Int J Mol Sci. 2025 Jun 1;26(11):5324. doi: 10.3390/ijms26115324.
Harnessing state-of-the-art technologies to improve disease resistance is a critical objective in modern plant breeding. Artificial intelligence (AI), particularly deep learning and big model (large language model and large multi-modal model), has emerged as a transformative tool to enhance disease detection and omics prediction in plant science. This paper provides a comprehensive review of AI-driven advancements in plant disease detection, highlighting convolutional neural networks and their linked methods and technologies through bibliometric analysis from recent research. We further discuss the groundbreaking potential of large language models and multi-modal models in interpreting complex disease patterns via heterogeneous data. Additionally, we summarize how AI accelerates genomic and phenomic selection by enabling high-throughput analysis of resistance-associated traits, and explore AI's role in harmonizing multi-omics data to predict plant disease-resistant phenotypes. Finally, we propose some challenges and future directions in terms of data, model, and privacy facets. We also provide our perspectives on integrating federated learning with a large language model for plant disease detection and resistance prediction. This review provides a comprehensive guide for integrating AI into plant breeding programs, facilitating the translation of computational advances into disease-resistant crop breeding.

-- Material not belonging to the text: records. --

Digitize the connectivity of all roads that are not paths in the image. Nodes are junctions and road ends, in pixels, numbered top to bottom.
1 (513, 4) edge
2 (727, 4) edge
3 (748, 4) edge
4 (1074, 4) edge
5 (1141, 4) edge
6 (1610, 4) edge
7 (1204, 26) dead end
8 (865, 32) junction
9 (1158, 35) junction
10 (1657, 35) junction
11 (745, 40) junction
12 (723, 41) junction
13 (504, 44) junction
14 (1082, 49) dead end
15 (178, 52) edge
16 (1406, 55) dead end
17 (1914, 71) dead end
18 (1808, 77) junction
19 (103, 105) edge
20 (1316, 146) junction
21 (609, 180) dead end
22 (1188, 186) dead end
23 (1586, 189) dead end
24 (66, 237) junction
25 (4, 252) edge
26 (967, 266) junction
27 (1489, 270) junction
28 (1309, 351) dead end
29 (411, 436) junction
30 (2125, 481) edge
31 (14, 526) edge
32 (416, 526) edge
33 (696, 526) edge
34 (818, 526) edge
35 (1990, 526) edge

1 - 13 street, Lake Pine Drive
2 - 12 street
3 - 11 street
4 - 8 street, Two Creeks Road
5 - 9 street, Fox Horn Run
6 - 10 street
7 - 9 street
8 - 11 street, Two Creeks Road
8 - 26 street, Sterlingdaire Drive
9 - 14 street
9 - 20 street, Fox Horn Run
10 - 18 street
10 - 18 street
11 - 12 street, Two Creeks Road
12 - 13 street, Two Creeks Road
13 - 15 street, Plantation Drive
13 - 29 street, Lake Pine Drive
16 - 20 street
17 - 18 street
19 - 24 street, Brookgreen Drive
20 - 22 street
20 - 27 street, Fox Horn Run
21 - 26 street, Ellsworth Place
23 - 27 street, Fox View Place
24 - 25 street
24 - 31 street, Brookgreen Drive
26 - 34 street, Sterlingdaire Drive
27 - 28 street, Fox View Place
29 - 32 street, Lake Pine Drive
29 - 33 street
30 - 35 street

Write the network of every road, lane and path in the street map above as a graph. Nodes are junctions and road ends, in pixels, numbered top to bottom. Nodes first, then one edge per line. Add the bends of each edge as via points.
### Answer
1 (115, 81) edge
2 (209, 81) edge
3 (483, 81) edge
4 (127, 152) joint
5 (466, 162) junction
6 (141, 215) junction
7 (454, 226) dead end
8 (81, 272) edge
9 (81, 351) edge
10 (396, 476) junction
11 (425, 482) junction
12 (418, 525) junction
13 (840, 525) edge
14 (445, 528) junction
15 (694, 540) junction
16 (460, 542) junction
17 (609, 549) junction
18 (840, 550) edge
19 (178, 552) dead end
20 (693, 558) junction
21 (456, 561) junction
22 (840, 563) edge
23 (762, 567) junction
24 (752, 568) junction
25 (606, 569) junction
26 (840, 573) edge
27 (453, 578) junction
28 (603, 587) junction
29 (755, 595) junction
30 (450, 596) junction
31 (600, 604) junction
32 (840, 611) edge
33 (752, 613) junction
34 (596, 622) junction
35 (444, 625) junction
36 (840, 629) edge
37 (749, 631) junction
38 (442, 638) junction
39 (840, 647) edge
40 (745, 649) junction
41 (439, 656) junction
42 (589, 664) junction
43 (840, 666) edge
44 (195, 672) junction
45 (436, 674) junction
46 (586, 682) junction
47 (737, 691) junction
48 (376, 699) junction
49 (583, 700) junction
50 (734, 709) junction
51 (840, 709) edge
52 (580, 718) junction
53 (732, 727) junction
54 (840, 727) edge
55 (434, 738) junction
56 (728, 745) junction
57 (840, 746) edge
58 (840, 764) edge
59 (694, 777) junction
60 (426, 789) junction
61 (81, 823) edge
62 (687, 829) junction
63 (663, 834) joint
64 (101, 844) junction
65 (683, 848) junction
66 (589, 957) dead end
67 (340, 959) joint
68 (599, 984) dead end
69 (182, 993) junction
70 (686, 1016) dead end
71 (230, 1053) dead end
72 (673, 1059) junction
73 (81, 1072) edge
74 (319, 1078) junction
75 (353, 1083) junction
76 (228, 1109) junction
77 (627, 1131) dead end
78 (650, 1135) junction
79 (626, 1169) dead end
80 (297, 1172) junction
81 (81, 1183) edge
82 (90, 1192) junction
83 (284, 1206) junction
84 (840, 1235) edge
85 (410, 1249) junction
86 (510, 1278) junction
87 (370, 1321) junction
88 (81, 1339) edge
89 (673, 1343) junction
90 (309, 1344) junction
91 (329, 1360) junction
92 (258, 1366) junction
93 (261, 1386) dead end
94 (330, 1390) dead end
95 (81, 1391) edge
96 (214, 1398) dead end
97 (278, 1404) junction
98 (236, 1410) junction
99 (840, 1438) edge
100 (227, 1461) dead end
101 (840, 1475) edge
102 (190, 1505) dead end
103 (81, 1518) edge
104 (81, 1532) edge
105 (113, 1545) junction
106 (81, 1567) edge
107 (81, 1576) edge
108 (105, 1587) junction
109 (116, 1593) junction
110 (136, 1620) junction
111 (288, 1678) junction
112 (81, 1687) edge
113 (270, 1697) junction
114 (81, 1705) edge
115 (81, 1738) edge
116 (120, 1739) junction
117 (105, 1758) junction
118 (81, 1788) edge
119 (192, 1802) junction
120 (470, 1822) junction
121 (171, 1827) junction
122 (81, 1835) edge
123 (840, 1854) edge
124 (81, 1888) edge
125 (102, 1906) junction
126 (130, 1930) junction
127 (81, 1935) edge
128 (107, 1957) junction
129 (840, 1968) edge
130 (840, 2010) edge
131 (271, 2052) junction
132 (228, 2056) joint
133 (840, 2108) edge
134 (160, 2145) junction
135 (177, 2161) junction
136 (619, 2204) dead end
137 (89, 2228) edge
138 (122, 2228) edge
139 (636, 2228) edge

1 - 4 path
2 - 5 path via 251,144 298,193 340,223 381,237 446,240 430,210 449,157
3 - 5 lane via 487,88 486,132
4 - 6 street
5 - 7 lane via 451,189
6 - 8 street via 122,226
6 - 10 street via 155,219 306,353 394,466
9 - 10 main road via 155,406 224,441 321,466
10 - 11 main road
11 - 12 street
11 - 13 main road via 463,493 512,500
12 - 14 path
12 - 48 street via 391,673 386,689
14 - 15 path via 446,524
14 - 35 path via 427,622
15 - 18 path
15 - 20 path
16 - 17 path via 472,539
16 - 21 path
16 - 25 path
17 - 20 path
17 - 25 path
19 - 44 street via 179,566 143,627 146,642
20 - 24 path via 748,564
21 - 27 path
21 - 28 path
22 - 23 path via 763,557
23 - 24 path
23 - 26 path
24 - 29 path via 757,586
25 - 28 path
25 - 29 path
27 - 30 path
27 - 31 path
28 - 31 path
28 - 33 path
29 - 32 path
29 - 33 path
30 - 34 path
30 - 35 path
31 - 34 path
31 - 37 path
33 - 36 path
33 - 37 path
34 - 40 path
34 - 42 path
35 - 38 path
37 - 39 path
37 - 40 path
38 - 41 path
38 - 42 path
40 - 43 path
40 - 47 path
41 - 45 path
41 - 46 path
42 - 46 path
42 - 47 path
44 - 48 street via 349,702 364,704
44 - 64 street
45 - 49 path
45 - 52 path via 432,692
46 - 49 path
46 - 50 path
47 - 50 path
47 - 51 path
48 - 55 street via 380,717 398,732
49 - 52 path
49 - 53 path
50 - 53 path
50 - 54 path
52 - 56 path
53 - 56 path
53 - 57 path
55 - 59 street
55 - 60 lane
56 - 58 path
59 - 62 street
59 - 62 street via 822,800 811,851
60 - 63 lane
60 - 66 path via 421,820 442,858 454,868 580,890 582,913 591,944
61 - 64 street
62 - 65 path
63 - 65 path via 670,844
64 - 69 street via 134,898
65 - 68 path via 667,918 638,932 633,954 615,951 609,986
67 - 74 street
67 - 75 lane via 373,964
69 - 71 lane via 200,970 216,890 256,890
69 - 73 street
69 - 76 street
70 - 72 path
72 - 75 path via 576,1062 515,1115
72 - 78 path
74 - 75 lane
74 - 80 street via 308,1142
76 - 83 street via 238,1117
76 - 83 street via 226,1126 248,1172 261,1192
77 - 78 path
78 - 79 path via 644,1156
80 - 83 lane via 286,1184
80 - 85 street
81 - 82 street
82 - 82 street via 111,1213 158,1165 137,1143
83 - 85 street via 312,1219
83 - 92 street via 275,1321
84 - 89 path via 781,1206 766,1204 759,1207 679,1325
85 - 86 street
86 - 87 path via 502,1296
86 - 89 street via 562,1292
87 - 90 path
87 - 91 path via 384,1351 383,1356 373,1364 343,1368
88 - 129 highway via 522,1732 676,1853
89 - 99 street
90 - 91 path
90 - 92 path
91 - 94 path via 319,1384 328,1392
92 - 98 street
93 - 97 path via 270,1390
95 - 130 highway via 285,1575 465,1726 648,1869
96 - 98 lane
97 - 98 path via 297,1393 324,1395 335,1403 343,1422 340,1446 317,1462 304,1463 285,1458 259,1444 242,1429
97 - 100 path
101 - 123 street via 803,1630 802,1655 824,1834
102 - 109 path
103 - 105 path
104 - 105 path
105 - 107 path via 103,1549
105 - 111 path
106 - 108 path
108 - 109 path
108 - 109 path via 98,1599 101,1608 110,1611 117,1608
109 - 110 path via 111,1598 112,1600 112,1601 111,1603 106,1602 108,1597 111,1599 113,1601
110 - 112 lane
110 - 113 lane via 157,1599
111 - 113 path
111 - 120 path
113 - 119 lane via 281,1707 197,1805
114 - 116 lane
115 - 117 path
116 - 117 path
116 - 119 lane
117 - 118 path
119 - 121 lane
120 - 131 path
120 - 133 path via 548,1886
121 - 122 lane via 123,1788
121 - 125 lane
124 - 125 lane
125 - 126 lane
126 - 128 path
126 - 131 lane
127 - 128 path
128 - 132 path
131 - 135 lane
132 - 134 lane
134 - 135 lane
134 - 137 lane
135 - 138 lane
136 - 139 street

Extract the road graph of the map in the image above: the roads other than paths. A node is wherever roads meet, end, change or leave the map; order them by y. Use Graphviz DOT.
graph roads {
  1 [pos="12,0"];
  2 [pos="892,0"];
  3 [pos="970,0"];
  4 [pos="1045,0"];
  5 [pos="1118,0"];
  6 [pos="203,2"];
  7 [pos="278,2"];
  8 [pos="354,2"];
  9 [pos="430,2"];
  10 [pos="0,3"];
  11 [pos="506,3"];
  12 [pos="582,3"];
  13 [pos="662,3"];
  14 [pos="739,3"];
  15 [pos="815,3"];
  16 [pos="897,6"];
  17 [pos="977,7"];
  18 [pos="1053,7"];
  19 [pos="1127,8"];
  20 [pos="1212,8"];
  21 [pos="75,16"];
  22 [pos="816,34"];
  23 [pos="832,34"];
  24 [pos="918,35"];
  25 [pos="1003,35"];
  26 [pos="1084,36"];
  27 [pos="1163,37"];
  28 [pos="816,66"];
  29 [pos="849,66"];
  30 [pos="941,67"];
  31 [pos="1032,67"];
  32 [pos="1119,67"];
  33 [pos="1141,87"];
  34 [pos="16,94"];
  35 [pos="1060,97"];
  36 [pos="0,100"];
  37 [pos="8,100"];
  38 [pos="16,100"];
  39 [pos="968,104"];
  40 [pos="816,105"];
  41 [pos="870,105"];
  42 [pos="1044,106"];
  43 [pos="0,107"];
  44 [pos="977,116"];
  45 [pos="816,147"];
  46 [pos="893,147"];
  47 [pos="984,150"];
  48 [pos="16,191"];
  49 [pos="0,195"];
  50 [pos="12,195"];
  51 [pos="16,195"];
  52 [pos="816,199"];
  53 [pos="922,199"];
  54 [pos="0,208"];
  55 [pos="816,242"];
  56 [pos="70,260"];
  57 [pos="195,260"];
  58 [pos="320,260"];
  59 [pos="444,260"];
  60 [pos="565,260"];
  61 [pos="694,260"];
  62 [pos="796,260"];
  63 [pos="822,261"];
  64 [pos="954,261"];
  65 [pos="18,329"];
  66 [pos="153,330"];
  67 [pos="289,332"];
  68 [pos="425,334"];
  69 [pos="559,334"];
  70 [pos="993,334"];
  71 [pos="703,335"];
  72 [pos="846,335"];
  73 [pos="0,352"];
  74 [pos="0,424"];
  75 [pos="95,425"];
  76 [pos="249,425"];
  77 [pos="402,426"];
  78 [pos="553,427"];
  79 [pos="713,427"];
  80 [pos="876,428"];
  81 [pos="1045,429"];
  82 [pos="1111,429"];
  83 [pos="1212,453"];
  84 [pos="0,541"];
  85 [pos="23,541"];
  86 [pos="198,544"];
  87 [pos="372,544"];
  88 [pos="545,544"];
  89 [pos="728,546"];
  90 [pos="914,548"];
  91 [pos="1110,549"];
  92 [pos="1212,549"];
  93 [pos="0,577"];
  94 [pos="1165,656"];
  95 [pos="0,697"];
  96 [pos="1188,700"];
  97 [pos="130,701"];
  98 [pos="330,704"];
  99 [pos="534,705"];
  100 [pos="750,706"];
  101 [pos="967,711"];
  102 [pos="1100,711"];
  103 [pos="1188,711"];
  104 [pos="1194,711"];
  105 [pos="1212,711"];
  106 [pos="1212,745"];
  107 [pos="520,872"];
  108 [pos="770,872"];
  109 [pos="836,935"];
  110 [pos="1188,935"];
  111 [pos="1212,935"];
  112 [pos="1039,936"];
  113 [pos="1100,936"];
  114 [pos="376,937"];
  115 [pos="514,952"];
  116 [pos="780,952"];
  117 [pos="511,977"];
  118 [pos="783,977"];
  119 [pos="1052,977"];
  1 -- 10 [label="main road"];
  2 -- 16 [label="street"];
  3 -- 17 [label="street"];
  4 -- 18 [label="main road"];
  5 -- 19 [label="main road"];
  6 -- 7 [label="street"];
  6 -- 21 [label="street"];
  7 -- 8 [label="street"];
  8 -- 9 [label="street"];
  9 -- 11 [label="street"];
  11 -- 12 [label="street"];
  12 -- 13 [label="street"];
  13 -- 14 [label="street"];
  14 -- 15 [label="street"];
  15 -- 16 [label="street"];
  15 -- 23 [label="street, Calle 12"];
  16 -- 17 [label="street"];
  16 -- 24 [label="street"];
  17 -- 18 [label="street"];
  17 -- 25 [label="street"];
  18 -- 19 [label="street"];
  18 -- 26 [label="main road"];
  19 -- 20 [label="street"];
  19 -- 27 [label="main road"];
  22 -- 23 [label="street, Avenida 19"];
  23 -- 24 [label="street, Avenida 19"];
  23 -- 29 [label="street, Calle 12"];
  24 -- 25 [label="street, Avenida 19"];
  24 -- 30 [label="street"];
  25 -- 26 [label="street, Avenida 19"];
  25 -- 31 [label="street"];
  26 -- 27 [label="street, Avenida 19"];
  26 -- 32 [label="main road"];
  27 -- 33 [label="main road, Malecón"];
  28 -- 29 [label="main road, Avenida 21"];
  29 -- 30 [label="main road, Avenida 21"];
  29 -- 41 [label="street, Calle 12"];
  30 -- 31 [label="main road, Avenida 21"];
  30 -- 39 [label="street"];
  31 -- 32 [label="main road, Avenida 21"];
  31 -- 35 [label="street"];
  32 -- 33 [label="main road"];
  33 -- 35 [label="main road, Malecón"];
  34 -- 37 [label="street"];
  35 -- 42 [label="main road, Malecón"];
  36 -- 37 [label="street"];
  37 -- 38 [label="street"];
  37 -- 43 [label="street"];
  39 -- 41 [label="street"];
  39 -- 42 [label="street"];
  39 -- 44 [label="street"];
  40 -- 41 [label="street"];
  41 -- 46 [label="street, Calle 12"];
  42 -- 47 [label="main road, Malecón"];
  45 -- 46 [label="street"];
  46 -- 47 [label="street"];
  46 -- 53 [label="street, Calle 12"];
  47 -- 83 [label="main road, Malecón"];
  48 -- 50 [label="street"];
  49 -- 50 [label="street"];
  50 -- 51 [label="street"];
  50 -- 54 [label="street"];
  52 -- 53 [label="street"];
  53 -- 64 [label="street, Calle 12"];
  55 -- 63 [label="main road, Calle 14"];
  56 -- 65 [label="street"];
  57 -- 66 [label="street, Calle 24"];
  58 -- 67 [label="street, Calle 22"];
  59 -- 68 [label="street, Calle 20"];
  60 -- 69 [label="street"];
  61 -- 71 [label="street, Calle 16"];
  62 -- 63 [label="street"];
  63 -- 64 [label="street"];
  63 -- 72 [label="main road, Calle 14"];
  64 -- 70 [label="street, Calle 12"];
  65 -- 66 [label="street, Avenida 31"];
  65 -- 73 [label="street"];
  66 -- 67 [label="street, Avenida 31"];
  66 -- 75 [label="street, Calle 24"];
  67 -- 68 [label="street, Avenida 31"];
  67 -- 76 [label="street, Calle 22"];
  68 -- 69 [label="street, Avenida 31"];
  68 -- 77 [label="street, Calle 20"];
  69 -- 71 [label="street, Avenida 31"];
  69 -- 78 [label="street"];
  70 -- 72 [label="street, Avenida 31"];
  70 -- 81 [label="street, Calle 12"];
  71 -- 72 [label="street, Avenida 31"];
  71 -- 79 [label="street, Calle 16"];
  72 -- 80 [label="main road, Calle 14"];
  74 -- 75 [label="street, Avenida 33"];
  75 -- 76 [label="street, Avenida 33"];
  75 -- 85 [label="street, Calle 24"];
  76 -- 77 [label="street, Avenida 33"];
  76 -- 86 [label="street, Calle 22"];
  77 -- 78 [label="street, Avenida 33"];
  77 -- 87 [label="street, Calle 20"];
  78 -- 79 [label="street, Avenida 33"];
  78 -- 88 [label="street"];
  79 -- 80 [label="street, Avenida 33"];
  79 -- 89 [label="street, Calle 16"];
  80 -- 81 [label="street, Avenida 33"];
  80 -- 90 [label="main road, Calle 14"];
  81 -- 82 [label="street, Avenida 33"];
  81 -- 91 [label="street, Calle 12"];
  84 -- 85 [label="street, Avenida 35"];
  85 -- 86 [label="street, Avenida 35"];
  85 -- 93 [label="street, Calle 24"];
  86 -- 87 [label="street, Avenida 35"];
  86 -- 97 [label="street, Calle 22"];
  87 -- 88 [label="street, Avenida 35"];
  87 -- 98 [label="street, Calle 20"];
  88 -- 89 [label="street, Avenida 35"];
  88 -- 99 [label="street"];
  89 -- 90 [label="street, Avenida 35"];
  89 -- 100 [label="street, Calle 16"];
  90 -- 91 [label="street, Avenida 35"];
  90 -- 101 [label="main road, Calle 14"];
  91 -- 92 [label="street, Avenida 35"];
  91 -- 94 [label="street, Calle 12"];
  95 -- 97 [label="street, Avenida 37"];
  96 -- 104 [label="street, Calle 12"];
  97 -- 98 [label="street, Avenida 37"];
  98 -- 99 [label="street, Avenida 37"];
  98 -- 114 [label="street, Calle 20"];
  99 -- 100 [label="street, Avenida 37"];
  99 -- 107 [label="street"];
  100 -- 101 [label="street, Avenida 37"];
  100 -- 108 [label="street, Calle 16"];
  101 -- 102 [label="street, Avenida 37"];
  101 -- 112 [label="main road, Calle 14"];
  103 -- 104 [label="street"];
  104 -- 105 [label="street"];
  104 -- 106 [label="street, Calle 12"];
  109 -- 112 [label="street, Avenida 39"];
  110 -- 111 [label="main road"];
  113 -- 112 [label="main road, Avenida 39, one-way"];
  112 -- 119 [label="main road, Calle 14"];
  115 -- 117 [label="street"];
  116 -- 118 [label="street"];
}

利用最先进的技术提高抗病性是现代植物育种的一个关键目标。人工智能(AI),特别是深度学习和大模型(大语言模型和大型多模态模型),已成为植物科学中增强病害检测和组学预测的变革性工具。本文通过对近期研究的文献计量分析,全面回顾了人工智能驱动的植物病害检测进展,重点介绍了卷积神经网络及其相关方法和技术。我们进一步讨论了大语言模型和多模态模型在通过异构数据解释复杂病害模式方面的开创性潜力。此外,我们总结了人工智能如何通过对抗性相关性状进行高通量分析来加速基因组和表型选择,并探讨了人工智能在整合多组学数据以预测植物抗病表型方面的作用。最后,我们从数据、模型和隐私方面提出了一些挑战和未来方向。我们还阐述了将联邦学习与大语言模型整合用于植物病害检测和抗性预测的观点。本综述为将人工智能整合到植物育种计划中提供了全面指南,有助于将计算进展转化为抗病作物育种。